So why did I selected these fields?!

  • Node ID: can be useful to join different tables
  • Store ID: a Store ID of 6 means that your document is in its active life (in my case, check the query below on alf_store to see the different stores). Still in my case, a Store ID of 5 means that this document has been deleted by a user and is now in the global trashcan
  • Store Name: I added the display of the store so it is easier to know what the Store ID corresponds to. It’s formatted as “PROTOCOL://IDENTIFIER”
  • Size (MB): what we are searching for…
  • Document ID (UUID): the unique identifier of this document. The simplest way to preview this document is just to open the following url in any browser: http://HOSTNAME:PORT/share/page/document-details?nodeRef=PROTOCOL://IDENTIFIER/eb267742-c018-4ba5-8ca4-75ca23c860f0 (workspace://SpacesStore for store_id=6)
  • Creator, Modifier, Dates: well…
  • Document Name: can be useful to know the type of document without opening an URL (file extension)
  • Location: the actual location of the content’s file on the File System.

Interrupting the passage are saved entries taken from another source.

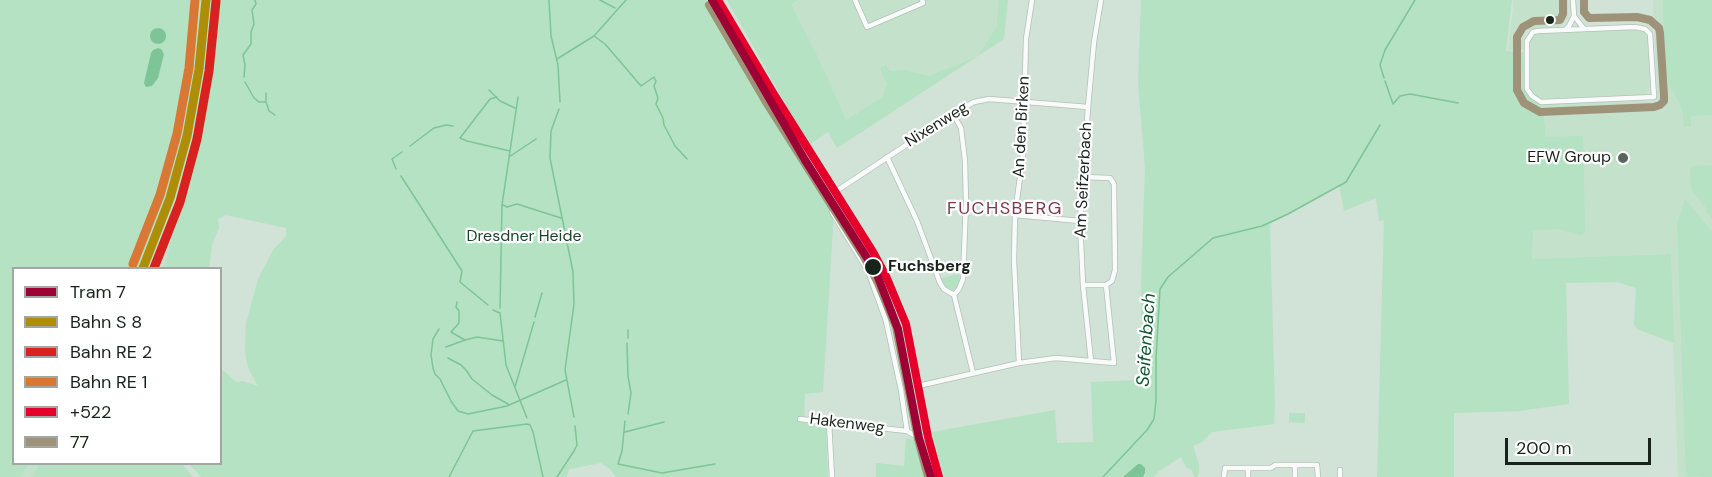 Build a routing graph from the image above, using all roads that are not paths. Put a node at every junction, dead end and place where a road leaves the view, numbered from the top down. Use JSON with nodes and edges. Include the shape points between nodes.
{"nodes":[{"id":1,"x":718,"y":0,"type":"edge"},
{"id":2,"x":855,"y":0,"type":"edge"},
{"id":3,"x":922,"y":0,"type":"edge"},
{"id":4,"x":1032,"y":0,"type":"edge"},
{"id":5,"x":1101,"y":0,"type":"edge"},
{"id":6,"x":1572,"y":0,"type":"edge"},
{"id":7,"x":1574,"y":16,"type":"junction"},
{"id":8,"x":1584,"y":29,"type":"junction"},
{"id":9,"x":1565,"y":30,"type":"junction"},
{"id":10,"x":1025,"y":102,"type":"junction"},
{"id":11,"x":1088,"y":107,"type":"junction"},
{"id":12,"x":953,"y":114,"type":"junction"},
{"id":13,"x":887,"y":157,"type":"junction"},
{"id":14,"x":1083,"y":177,"type":"junction"},
{"id":15,"x":835,"y":192,"type":"junction"},
{"id":16,"x":832,"y":212,"type":"dead end"},
{"id":17,"x":1016,"y":215,"type":"junction"},
{"id":18,"x":1080,"y":221,"type":"junction"},
{"id":19,"x":1083,"y":285,"type":"junction"},
{"id":20,"x":1106,"y":285,"type":"junction"},
{"id":21,"x":954,"y":295,"type":"junction"},
{"id":22,"x":1090,"y":361,"type":"junction"},
{"id":23,"x":1019,"y":363,"type":"junction"},
{"id":24,"x":973,"y":373,"type":"junction"},
{"id":25,"x":918,"y":386,"type":"junction"},
{"id":26,"x":800,"y":419,"type":"dead end"},
{"id":27,"x":829,"y":422,"type":"junction"},
{"id":28,"x":907,"y":431,"type":"junction"},
{"id":29,"x":928,"y":437,"type":"junction"},
{"id":30,"x":1295,"y":466,"type":"junction"},
{"id":31,"x":1248,"y":468,"type":"junction"},
{"id":32,"x":1271,"y":468,"type":"junction"},
{"id":33,"x":1341,"y":470,"type":"dead end"},
{"id":34,"x":832,"y":477,"type":"edge"},
{"id":35,"x":939,"y":477,"type":"edge"},
{"id":36,"x":1224,"y":477,"type":"edge"},
{"id":37,"x":1248,"y":477,"type":"edge"},
{"id":38,"x":1271,"y":477,"type":"edge"},
{"id":39,"x":1295,"y":477,"type":"edge"},
{"id":40,"x":1318,"y":477,"type":"edge"},
{"id":41,"x":1340,"y":477,"type":"edge"}],
"edges":[{"from":1,"to":15,"type":"main road"},
{"from":2,"to":3,"type":"street","via":[[867,27],[923,3]]},
{"from":4,"to":10,"type":"street","name":"An den Birken","via":[[1026,39]]},
{"from":5,"to":11,"type":"street","name":"Am Seifzerbach"},
{"from":6,"to":7,"type":"street"},
{"from":7,"to":8,"type":"street"},
{"from":7,"to":9,"type":"street"},
{"from":8,"to":9,"type":"street"},
{"from":8,"to":9,"type":"street","via":[[1645,29],[1650,34],[1654,97],[1541,102],[1532,96],[1527,89],[1530,35]]},
{"from":10,"to":11,"type":"street","name":"Nixenweg"},
{"from":10,"to":12,"type":"street","name":"Nixenweg","via":[[989,99]]},
{"from":10,"to":17,"type":"street","name":"An den Birken"},
{"from":11,"to":14,"type":"street","name":"Am Seifzerbach"},
{"from":12,"to":13,"type":"street","name":"Nixenweg"},
{"from":12,"to":21,"type":"street","via":[[961,128],[966,192],[963,279]]},
{"from":13,"to":15,"type":"street","name":"Nixenweg"},
{"from":13,"to":21,"type":"street","via":[[942,286]]},
{"from":14,"to":18,"type":"street","name":"Am Seifzerbach"},
{"from":14,"to":20,"type":"street","via":[[1110,178],[1114,184],[1114,270],[1112,282]]},
{"from":15,"to":25,"type":"main road","via":[[886,276],[906,324]]},
{"from":16,"to":28,"type":"street","via":[[868,272],[886,321]]},
{"from":17,"to":18,"type":"street"},
{"from":17,"to":23,"type":"street","name":"An den Birken"},
{"from":18,"to":19,"type":"street","name":"Am Seifzerbach"},
{"from":19,"to":20,"type":"street"},
{"from":19,"to":22,"type":"street","name":"Am Seifzerbach"},
{"from":20,"to":22,"type":"street","via":[[1114,363]]},
{"from":21,"to":24,"type":"street"},
{"from":22,"to":23,"type":"street","via":[[1056,358]]},
{"from":23,"to":24,"type":"street"},
{"from":24,"to":25,"type":"street"},
{"from":25,"to":29,"type":"main road"},
{"from":26,"to":27,"type":"street","name":"Hakenweg"},
{"from":27,"to":28,"type":"street","name":"Hakenweg"},
{"from":27,"to":34,"type":"street"},
{"from":28,"to":29,"type":"street","name":"Hakenweg","via":[[920,438]]},
{"from":29,"to":35,"type":"main road"},
{"from":30,"to":32,"type":"street"},
{"from":30,"to":39,"type":"street"},
{"from":30,"to":40,"type":"street","via":[[1317,465]]},
{"from":31,"to":32,"type":"street"},
{"from":31,"to":36,"type":"street","via":[[1225,468]]},
{"from":31,"to":37,"type":"street"},
{"from":32,"to":38,"type":"street"},
{"from":33,"to":41,"type":"street"}]} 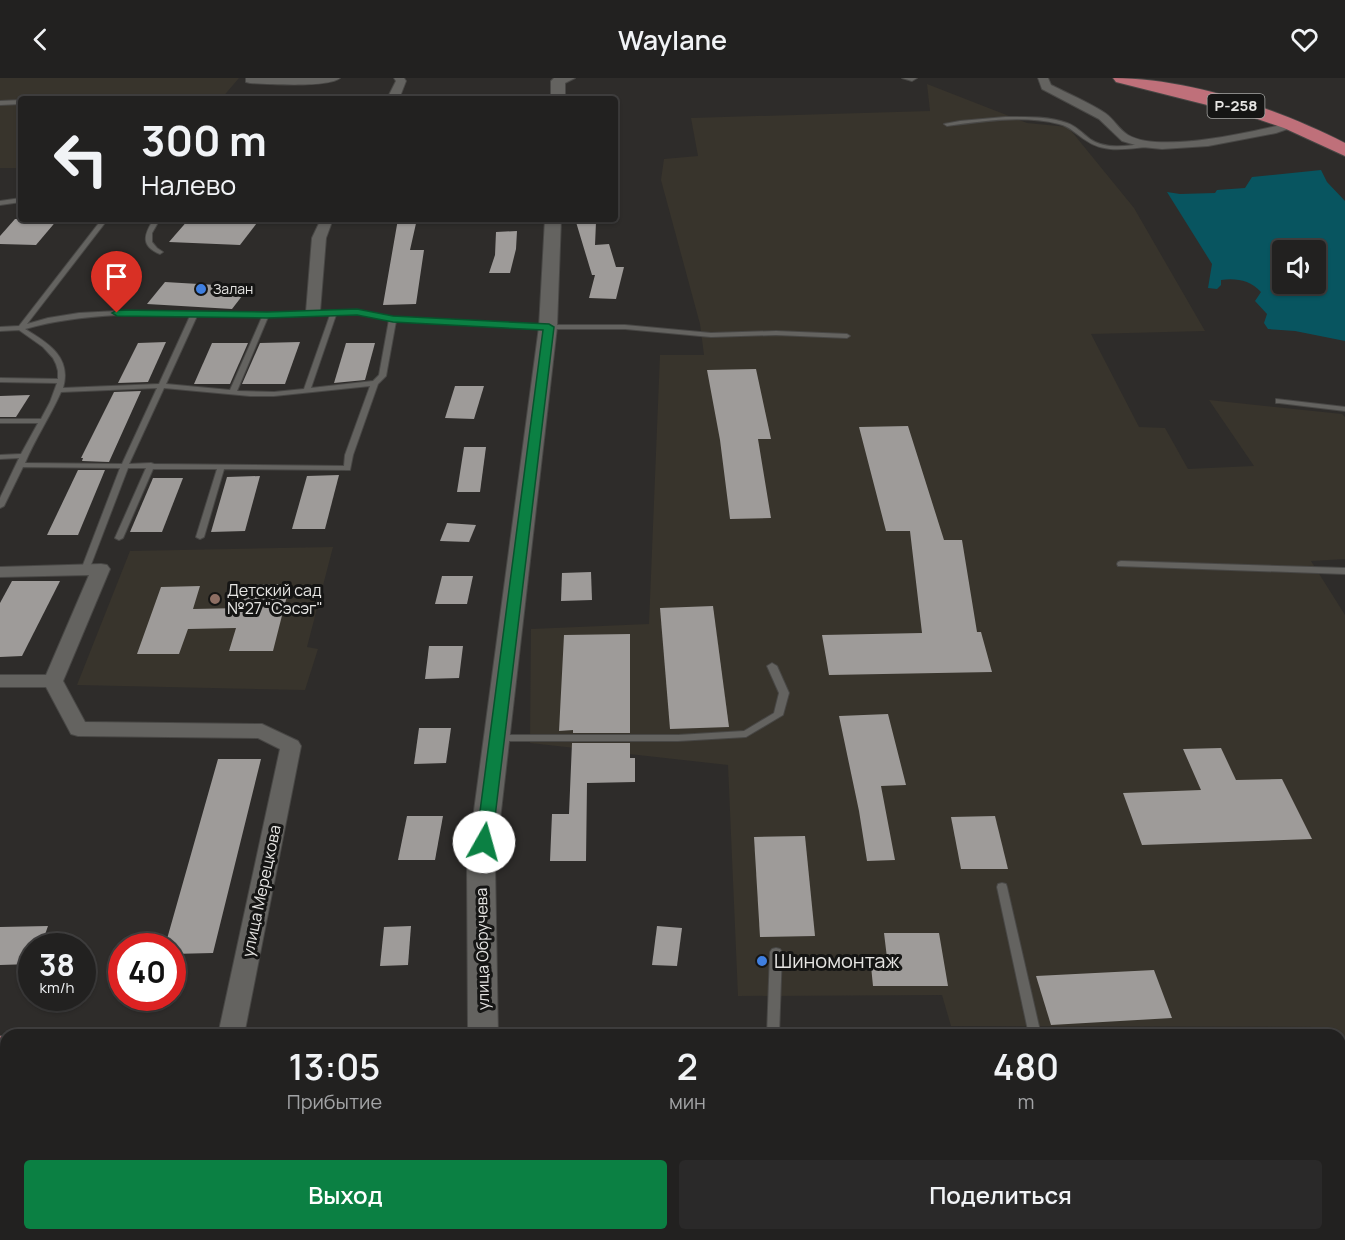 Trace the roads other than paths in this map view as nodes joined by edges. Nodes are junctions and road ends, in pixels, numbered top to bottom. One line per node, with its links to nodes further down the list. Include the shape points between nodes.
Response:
1 (334, 78): 8 (street)
2 (399, 78): 9 (street)
3 (568, 78): 10 (street, via 558,81)
4 (907, 78): 5 (street)
5 (912, 78)
6 (1043, 78): 15 (street, via 1046,87 1099,115 1122,136)
7 (1122, 78): 14 (highway, Р-258, via 1211,98)
8 (249, 79)
9 (394, 96)
10 (558, 96)
11 (18, 102): 12 (lane)
12 (0, 103)
13 (947, 124): 15 (lane, via 1035,119 1064,124 1094,144 1119,148)
14 (1293, 125): 15 (street, via 1231,138); 16 (highway, Р-258)
15 (1146, 145)
16 (1345, 150)
17 (18, 200): 18 (lane)
18 (0, 203)
19 (103, 222): 30 (lane)
20 (155, 222): 23 (lane, via 147,239)
21 (326, 222): 24 (street, via 319,238)
22 (553, 222): 29 (street, улица Обручева)
23 (160, 252)
24 (313, 312): 25 (lane); 27 (lane)
25 (334, 312): 28 (lane); 38 (lane)
26 (195, 313): 27 (lane); 30 (lane, via 79,315); 36 (lane)
27 (267, 315): 39 (lane)
28 (393, 319): 29 (lane); 35 (lane, via 382,376)
29 (549, 327): 32 (lane, via 636,328 711,335); 59 (street, улица Обручева)
30 (20, 328): 31 (lane); 34 (lane, via 57,358 62,372)
31 (0, 329)
32 (847, 336)
33 (0, 380): 34 (lane)
34 (59, 381): 37 (lane)
35 (375, 383): 38 (lane); 48 (lane, via 347,468)
36 (161, 386): 37 (lane); 39 (lane); 46 (lane)
37 (58, 390): 43 (lane)
38 (307, 390): 39 (lane, via 274,394)
39 (234, 392)
40 (1279, 401): 41 (lane)
41 (1345, 409)
42 (0, 421): 43 (lane)
43 (44, 421): 45 (lane)
44 (0, 457): 45 (lane)
45 (23, 461): 46 (lane); 49 (lane)
46 (125, 465): 47 (lane); 53 (lane)
47 (151, 465): 48 (lane); 51 (lane)
48 (221, 468): 50 (lane)
49 (0, 506)
50 (200, 537)
51 (119, 538)
52 (1121, 564): 54 (lane)
53 (85, 570): 55 (street); 58 (street, via 101,569)
54 (1345, 571)
55 (0, 572)
56 (772, 666): 59 (lane, via 784,693 778,715 746,734)
57 (0, 681): 58 (street)
58 (52, 681): 62 (street, улица Мерецкова, via 78,729 262,730 291,746)
59 (497, 738): 63 (street, улица Обручева, via 481,863)
60 (1002, 887): 65 (lane)
61 (776, 952): 64 (lane)
62 (232, 1029)
63 (483, 1029)
64 (773, 1029)
65 (1034, 1029)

The “store://” refers to $ALF_DATA/contentstore/

The second command I would like to show you is how to retrieve some information based on the actual UUID of a document. As explained above, the UUID of a document can be found in the URL of its detail’s page:

  • A document using its UUID
SELECT n.id AS "Node ID",
  n.store_id AS "Store ID",
  round(u.content_size/1024/1024,2) AS "Size (MB)",
  n.uuid AS "Document ID (UUID)",
  n.audit_creator AS "Creator",
  n.audit_created AS "Creation Date",
  n.audit_modifier AS "Modifier",
  n.audit_modified AS "Modification Date",
  p1.string_value AS "Document Name",
  u.content_url AS "Location"
FROM alf_node AS n,
  alf_node_properties AS p,
  alf_node_properties AS p1,
  alf_namespace AS ns,
  alf_qname AS q,
  alf_content_data AS d,
  alf_content_url AS u
WHERE n.id=p.node_id
  AND ns.id=q.ns_id
  AND p.qname_id=q.id
  AND p.long_value=d.id
  AND d.content_url_id=u.id
  AND p1.node_id=n.id
  AND p1.qname_id IN (SELECT id FROM alf_qname WHERE local_name='name')
  AND n.uuid='eb267742-c018-4ba5-8ca4-75ca23c860f0';

 

Another possible command would be to find some information based on the File System location. That can be useful for example if there is a big document on the File System and you want to know the type of this document with the extension, its name or maybe some other information about the creator/modifier:

  • A document using its path on the File System
SELECT n.id AS "Node ID",
  n.store_id AS "Store ID",
  round(u.content_size/1024/1024,2) AS "Size (MB)",
  n.uuid AS "Document ID (UUID)",
  n.audit_creator AS "Creator",
  n.audit_created AS "Creation Date",
  n.audit_modifier AS "Modifier",
  n.audit_modified AS "Modification Date",
  p1.string_value AS "Document Name",
  u.content_url AS "Location"
FROM alf_node AS n,
  alf_node_properties AS p,
  alf_node_properties AS p1,
  alf_namespace AS ns,
  alf_qname AS q,
  alf_content_data AS d,
  alf_content_url AS u
WHERE n.id=p.node_id
  AND ns.id=q.ns_id
  AND p.qname_id=q.id
  AND p.long_value=d.id
  AND d.content_url_id=u.id
  AND p1.node_id=n.id
  AND p1.qname_id IN (SELECT id FROM alf_qname WHERE local_name='name')
  AND u.content_url='store://2015/4/30/12/5/0e111f05-7fcf-4a44-b719-b94cd04dd5ab.bin';

 

II. Number of…

From a reporting point of view, let’s say that you need some information regarding the number of… something. In this case and if you want to use your DB directly, then there is a really simple solution (simple but is it the best?) because Alfresco provide a Database architecture that is quite simple to understand and to use to get what you need. Indeed, if you take a look at the “alf_qname” table, you will see that every element that is part of Alfresco has its QName listed here. A QName is the Qualified Name of a repository item. This can be seen as a kind of “Super-Type”:

alfresco=> SELECT * FROM alf_qname;
 id | version | ns_id | local_name
----+---------+-------+------------
  1 |       0 |     1 | store_root
  2 |       0 |     1 | aspect_root
  3 |       0 |     1 | container
  4 |       0 |     1 | children
  5 |       0 |     2 | user
...
 24 |       0 |     6 | folder
...
 51 |       0 |     6 | content
...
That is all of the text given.